In the digital age, many professionals conduct a portion of their due diligence on social media.
+Companies research clients.
+Clients research companies.
+Employers look up employee candidates.
+Candidates read up on potential employers.
Here are a few tips to help determine which social media accounts and profiles have a genuine presence and following…and which do not.
No company wants to have 13 straggling followers on their Facebook page, making their brand look unimpressive, limp and lifeless.
A simple fix? Buy ‘likes’!
Yes, many have chosen to simply purchase ‘likes’ to give the appearance of an actual following.

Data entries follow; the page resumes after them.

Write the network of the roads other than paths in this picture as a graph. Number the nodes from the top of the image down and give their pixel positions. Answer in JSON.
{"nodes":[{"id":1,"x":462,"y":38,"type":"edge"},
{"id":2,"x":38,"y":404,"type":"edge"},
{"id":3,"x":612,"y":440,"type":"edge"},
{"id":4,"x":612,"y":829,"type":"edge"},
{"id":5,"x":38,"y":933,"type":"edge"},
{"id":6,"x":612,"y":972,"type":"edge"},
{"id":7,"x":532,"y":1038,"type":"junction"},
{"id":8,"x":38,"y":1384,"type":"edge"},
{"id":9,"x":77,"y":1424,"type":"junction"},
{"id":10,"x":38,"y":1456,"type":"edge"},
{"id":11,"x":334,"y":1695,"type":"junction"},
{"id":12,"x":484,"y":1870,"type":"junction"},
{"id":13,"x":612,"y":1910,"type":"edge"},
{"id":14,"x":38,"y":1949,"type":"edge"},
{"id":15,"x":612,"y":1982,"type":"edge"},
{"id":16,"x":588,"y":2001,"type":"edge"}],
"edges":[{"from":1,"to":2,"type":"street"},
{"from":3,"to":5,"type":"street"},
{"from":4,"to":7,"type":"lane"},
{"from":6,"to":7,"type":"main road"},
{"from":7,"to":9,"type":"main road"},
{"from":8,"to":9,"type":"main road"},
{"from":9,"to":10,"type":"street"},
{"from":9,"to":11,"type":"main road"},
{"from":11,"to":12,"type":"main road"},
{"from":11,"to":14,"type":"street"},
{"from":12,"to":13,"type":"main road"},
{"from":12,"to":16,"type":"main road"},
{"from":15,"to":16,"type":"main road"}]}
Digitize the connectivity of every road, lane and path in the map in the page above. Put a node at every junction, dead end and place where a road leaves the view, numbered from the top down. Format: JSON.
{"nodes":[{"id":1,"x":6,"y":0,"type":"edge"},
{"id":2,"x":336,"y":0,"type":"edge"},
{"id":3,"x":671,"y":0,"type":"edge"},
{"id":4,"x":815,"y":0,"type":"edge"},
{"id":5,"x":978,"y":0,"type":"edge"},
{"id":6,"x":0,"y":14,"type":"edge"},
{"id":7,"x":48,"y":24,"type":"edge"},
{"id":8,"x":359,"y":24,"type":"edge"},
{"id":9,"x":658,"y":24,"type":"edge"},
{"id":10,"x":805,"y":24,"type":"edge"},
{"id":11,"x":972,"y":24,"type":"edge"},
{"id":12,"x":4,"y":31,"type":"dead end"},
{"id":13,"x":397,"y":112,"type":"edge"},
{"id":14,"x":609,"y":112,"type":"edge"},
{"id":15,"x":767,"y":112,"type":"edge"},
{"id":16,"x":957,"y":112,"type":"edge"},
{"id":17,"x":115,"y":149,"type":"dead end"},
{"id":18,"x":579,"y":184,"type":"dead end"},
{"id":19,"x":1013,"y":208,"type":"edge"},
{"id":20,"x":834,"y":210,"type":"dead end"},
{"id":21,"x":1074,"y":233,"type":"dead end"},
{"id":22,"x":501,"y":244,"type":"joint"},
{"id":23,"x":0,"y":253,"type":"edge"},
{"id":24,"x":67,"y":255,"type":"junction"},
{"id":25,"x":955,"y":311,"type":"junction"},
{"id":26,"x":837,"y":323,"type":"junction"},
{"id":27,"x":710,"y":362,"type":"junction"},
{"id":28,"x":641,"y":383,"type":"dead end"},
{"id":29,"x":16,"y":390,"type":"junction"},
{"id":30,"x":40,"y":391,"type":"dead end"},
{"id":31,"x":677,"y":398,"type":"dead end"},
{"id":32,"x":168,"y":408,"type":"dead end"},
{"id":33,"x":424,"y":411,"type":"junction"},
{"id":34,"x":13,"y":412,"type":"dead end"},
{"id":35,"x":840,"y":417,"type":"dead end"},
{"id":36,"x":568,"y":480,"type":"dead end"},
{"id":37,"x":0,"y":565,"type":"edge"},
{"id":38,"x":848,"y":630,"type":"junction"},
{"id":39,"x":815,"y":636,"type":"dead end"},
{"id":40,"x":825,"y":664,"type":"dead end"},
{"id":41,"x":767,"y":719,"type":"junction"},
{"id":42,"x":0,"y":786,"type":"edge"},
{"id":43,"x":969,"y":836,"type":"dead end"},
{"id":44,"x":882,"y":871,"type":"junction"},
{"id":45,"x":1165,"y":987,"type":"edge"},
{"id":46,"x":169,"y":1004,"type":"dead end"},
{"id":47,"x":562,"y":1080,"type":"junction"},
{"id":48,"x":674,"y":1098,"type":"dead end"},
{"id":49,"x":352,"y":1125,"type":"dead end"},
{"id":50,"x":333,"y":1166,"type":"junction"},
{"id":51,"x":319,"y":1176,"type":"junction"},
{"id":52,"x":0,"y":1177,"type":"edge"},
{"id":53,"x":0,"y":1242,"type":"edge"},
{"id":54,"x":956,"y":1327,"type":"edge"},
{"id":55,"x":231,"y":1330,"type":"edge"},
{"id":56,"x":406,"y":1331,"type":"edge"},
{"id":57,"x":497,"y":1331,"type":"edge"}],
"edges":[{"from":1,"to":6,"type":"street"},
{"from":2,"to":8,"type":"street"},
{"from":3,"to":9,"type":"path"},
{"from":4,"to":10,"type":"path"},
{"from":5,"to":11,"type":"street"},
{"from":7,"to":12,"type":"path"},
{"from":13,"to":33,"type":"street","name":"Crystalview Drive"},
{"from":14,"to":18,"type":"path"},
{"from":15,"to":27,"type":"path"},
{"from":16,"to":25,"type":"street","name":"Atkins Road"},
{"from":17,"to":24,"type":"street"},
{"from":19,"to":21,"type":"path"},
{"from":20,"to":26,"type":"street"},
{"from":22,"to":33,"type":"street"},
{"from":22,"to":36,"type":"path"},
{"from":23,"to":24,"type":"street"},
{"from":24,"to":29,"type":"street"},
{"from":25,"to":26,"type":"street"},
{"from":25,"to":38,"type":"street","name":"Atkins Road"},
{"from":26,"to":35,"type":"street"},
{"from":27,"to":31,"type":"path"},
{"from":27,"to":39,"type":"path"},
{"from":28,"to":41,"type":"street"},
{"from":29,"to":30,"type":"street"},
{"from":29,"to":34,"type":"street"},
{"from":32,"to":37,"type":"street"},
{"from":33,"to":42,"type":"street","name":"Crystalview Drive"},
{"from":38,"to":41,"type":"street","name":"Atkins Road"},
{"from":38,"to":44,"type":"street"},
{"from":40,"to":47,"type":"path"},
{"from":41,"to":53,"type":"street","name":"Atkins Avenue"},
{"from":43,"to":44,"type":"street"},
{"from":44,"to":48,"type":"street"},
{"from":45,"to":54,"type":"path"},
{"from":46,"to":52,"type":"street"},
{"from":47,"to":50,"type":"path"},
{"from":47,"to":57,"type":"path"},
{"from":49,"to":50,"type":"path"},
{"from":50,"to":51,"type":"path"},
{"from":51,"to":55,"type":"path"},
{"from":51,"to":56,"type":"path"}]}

In other words, they’re cheating.
The simple way to tell a cheating brand from a genuine one is to look at overall engagement and ask “is the engagement proportional to the size of the following?”
If no, there are two possible reasons: poor content that is not attractive and tailored to the brands following, or they have no actual following.
Much like Facebook, Twitter cheaters lack actual engagment.
I recall seeing a small ad executive’s pitch for services at a stuffy (and borning meeting). I sensed the guy was full of hot air and checked out his company’s Twitter account. Over 25,000 followers and when I looked over the alleged followers, most of them had sent no tweets and still had the egg-head default profile picture Twitter automatically assigns.
Tip: If you’re checking out a company or individual, visit Status People, a site that analyses the percentage of genuine and fake Twitter followers on any given Twitter account.
Just be mindful that not all users with large followings are cheaters. From Mashable:
“People with large real Twitter followings, from celebrities to activists like Yoani Sanchez, are made to look guilty when they are in fact innocent. Fake followers created for sale to impostors like Santiago Swallow follow real users in an attempt to outwit Twitter’s generally very effective spam management systems. The more followers you have, the more likely it is that a fake follower will follow you. By trying to inflate themselves with the electronic equivalent of silicon implants, fakers make the system noisy for everyone.”